*What needs to be done*.
Return all the lines below in which the string "Mendeleyeva" appears.

[Saved data entries]
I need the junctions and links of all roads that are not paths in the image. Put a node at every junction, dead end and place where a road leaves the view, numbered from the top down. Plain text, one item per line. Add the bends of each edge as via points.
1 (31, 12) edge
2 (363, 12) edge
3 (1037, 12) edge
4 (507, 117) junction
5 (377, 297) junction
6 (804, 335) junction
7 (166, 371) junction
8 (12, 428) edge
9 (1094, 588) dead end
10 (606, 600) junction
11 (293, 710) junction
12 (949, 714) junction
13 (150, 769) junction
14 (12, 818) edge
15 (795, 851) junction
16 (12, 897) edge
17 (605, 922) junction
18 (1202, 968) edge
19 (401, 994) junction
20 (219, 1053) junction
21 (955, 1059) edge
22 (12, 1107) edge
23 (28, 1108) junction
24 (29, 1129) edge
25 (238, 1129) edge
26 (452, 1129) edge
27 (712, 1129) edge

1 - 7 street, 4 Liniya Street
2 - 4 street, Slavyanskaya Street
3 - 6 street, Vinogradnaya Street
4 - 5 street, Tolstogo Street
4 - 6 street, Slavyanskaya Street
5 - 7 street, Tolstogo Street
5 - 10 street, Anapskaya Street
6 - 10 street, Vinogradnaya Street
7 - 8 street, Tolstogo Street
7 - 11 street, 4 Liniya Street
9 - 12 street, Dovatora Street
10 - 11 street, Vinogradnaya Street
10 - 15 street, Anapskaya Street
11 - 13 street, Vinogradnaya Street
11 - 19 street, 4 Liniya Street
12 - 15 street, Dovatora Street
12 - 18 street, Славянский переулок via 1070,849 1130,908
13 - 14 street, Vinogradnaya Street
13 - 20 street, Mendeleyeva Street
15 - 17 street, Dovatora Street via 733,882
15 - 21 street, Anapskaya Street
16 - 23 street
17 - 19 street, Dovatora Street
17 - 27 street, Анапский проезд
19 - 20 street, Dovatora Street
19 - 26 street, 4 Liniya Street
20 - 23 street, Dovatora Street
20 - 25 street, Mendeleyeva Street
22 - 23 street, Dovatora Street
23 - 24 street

*Output of the exercise*.
13 - 20 street, Mendeleyeva Street
20 - 25 street, Mendeleyeva Street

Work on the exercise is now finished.